Having a functional understanding of these topics could also benefit students who want to pursue a variety of careers, said Kim Grinfeder, chair of the Department of Interactive Media, who helped get the course approved. 

“This class will really show the breadth of the video game industry to our students, and having both David and Veda teach together is like the dream team,” said Grinfeder. “They are both so enthusiastic about their careers that I know students will get a lot out of this class. I’m interested in seeing the outcomes.” 

To pitch the class, Cruz initially approached Lindsay Grace, an associate professor and Knight chair in Interactive Media who is also a video game designer and leads many game development courses at the School of Communication. Grace thought the course was a unique addition to the department’s roster because he does not know many undergraduate courses that delve into topics like these. 

“Games serve as a great historical case study for a variety of questions around intellectual property and law,” Grace said. “Students who may never work with a game franchise will learn valuable information about the non-disclosure agreements and non-compete clauses their future employers in tech may have them sign, among other types of agreements, restrictions, and opportunities.”

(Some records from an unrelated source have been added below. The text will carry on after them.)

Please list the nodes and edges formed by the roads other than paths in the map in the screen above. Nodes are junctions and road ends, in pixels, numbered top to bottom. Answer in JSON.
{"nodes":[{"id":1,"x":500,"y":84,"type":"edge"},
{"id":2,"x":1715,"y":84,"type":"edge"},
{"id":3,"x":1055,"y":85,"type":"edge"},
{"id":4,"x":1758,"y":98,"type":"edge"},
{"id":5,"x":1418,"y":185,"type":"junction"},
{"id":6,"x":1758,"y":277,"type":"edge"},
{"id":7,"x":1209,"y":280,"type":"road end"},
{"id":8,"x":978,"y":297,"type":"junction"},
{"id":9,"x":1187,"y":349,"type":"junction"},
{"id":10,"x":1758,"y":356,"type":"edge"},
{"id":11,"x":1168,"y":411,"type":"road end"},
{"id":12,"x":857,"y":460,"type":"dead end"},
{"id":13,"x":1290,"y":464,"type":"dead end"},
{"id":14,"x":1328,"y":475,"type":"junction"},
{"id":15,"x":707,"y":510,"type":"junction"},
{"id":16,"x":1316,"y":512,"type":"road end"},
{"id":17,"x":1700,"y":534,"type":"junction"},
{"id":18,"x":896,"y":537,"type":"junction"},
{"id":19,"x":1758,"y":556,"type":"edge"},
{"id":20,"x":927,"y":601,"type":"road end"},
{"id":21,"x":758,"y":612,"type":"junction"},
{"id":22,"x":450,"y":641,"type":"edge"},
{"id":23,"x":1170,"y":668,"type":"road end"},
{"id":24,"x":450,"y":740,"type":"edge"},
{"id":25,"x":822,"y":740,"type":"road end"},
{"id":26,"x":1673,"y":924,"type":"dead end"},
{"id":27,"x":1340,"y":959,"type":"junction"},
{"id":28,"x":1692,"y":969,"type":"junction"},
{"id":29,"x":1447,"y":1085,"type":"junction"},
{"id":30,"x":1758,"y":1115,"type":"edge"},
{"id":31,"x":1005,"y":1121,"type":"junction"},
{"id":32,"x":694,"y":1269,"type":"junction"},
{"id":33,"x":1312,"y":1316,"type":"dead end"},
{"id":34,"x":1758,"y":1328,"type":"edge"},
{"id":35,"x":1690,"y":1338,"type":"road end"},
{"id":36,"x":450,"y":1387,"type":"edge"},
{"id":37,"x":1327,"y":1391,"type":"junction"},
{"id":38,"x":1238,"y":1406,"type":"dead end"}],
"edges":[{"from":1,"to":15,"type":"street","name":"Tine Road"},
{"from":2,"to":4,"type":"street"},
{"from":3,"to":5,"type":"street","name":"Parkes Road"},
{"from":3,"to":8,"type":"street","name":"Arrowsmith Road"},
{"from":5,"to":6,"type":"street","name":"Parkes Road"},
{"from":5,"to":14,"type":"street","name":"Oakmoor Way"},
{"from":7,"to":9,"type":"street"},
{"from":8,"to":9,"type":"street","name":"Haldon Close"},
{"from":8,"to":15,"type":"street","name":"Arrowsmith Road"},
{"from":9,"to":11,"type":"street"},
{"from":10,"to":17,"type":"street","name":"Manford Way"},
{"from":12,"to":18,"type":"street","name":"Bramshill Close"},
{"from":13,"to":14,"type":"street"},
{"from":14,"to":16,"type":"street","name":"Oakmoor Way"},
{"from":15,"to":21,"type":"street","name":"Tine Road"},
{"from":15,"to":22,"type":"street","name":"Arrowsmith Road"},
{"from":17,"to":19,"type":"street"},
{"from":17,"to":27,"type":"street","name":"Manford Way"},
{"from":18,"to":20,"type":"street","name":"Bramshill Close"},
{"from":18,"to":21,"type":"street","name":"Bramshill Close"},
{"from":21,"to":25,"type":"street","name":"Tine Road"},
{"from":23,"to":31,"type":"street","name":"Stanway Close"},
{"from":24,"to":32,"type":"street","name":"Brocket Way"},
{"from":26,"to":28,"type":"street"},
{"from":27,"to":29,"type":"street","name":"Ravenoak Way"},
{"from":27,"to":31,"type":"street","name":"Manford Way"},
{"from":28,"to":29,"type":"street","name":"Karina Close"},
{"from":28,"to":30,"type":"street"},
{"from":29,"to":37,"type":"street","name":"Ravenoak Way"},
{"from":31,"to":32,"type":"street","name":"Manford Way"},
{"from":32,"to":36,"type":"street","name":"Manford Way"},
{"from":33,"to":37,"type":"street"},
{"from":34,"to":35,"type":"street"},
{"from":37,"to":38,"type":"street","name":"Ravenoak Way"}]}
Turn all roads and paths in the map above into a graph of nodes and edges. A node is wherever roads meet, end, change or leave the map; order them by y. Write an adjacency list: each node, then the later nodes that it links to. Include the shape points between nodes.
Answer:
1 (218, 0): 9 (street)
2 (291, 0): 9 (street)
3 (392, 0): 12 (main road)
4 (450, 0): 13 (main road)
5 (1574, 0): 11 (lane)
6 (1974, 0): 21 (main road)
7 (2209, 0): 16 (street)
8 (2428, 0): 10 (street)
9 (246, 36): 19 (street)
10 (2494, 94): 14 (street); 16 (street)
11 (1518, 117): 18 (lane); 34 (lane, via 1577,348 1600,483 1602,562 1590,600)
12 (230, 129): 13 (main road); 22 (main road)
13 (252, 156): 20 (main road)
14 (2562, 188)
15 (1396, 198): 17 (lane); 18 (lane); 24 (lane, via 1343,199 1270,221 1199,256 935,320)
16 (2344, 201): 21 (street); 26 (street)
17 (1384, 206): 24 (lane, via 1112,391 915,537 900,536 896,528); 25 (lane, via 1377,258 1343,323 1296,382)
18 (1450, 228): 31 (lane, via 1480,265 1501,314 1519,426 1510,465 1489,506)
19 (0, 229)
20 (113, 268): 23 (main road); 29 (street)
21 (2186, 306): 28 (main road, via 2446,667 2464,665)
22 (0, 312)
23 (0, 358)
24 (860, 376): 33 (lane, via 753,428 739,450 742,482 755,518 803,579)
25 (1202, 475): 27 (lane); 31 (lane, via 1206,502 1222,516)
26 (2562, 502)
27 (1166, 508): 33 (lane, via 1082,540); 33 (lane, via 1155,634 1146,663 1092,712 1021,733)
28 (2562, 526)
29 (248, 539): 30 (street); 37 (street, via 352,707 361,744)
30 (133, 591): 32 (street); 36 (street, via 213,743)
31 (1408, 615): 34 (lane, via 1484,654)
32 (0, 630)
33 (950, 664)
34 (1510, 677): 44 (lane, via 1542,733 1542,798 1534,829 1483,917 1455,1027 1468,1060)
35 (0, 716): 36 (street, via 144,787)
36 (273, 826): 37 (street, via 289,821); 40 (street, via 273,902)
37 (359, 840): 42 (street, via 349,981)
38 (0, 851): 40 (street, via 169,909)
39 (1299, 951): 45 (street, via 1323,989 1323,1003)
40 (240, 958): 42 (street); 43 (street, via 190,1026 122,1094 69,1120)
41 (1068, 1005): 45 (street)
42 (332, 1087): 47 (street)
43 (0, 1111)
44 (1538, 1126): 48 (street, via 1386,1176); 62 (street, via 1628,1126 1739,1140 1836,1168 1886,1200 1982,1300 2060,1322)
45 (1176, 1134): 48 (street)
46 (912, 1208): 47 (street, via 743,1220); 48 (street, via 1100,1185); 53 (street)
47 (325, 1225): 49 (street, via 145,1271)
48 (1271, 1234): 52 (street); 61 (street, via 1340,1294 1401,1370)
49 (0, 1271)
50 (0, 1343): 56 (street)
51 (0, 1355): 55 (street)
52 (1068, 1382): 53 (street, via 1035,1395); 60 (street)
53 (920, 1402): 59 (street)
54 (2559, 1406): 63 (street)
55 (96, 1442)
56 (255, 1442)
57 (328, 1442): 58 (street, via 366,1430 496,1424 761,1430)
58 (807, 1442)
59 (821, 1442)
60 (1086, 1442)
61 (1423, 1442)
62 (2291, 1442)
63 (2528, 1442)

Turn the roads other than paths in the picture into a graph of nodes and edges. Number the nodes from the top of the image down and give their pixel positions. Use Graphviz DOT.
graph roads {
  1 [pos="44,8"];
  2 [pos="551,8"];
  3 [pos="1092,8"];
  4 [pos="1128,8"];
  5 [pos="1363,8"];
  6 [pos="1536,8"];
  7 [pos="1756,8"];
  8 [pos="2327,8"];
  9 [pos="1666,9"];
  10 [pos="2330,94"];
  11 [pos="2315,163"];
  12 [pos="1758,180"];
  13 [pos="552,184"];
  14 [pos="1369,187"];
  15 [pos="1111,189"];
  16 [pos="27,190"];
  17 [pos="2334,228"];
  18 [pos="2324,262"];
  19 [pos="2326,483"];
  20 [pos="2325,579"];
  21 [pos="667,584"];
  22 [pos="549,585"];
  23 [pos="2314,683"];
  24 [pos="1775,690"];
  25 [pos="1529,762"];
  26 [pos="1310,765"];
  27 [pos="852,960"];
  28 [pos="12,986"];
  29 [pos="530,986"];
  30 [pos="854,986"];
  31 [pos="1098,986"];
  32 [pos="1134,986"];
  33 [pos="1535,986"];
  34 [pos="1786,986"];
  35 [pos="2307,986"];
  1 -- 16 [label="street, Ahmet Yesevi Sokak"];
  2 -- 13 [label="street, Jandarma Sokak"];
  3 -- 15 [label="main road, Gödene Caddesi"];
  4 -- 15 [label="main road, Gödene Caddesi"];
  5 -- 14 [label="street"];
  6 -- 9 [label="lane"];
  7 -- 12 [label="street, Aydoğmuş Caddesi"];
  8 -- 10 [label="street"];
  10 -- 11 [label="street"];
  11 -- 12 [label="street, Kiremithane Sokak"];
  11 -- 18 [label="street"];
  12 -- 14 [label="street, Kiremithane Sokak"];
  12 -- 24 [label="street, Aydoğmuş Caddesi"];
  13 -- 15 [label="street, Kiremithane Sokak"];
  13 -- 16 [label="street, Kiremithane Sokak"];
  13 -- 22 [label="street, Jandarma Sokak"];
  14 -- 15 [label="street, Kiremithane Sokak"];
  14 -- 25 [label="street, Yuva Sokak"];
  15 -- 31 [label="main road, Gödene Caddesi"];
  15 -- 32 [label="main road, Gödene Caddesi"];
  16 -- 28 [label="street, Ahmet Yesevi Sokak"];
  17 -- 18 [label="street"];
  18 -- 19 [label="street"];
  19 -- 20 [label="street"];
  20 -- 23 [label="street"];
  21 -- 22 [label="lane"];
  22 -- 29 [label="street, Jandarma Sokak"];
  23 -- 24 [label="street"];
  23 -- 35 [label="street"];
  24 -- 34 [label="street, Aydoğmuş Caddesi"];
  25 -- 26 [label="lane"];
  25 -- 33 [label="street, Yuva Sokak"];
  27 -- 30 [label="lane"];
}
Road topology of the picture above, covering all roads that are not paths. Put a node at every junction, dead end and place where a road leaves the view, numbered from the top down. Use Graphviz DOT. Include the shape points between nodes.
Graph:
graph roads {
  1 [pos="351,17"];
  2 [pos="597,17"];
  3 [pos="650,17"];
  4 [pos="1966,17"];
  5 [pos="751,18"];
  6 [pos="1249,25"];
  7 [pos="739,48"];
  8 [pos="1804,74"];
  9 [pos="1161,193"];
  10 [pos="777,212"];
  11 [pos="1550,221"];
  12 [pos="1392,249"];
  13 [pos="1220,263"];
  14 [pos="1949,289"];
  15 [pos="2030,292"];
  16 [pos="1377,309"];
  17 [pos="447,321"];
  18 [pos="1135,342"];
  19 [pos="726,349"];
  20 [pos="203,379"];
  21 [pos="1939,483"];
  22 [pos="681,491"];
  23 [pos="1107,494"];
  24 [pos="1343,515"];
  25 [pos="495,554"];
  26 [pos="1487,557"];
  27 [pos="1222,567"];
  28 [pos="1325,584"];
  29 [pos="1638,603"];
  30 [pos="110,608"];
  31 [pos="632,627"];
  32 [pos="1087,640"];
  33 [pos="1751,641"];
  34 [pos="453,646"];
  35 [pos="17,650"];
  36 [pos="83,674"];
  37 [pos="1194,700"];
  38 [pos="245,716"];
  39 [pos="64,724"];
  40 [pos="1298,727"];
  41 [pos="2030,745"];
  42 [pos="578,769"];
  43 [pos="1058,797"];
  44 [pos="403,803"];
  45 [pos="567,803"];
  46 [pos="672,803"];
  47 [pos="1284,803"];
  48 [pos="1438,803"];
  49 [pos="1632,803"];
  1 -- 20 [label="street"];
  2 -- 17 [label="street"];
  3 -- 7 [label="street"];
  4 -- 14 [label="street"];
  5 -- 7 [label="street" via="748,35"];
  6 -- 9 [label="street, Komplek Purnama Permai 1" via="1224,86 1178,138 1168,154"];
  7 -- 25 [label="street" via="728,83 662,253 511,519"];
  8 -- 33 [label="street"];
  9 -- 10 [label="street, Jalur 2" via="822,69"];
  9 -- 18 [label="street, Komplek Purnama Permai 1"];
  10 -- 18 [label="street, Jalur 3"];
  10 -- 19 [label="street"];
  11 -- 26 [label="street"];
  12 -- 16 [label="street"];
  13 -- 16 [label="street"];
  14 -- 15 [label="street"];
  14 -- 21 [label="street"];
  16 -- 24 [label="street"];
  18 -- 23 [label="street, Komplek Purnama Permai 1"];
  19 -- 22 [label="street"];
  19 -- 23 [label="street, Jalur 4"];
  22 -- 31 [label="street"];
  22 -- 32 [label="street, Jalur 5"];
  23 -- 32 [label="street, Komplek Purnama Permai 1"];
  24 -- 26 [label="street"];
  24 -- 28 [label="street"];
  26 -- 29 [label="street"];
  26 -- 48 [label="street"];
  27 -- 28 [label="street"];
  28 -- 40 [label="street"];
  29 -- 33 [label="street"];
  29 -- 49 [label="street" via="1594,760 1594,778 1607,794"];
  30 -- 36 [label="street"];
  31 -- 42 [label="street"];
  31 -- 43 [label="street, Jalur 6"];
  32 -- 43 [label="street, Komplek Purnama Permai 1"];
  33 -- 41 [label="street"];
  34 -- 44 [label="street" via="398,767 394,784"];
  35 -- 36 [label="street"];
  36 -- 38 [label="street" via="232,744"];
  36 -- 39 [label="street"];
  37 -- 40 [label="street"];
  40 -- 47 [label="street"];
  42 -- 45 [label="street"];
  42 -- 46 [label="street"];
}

Cruz and Greenspan look forward to sharing more about the thriving $185-billion industry, which has surpassed revenues in film, books, and even the sports industry, Greenspan said. 

“Our goal is to educate people,” Greenspan added. “While many of these students may not become lawyers, if they are game developers, they still need to know enough to be able to ask the right questions to protect their rights, and to not infringe on the rights of others.” 

To enroll in the class, search for “CIM 489/689 section J – Business and Legal for Games” in CaneLink.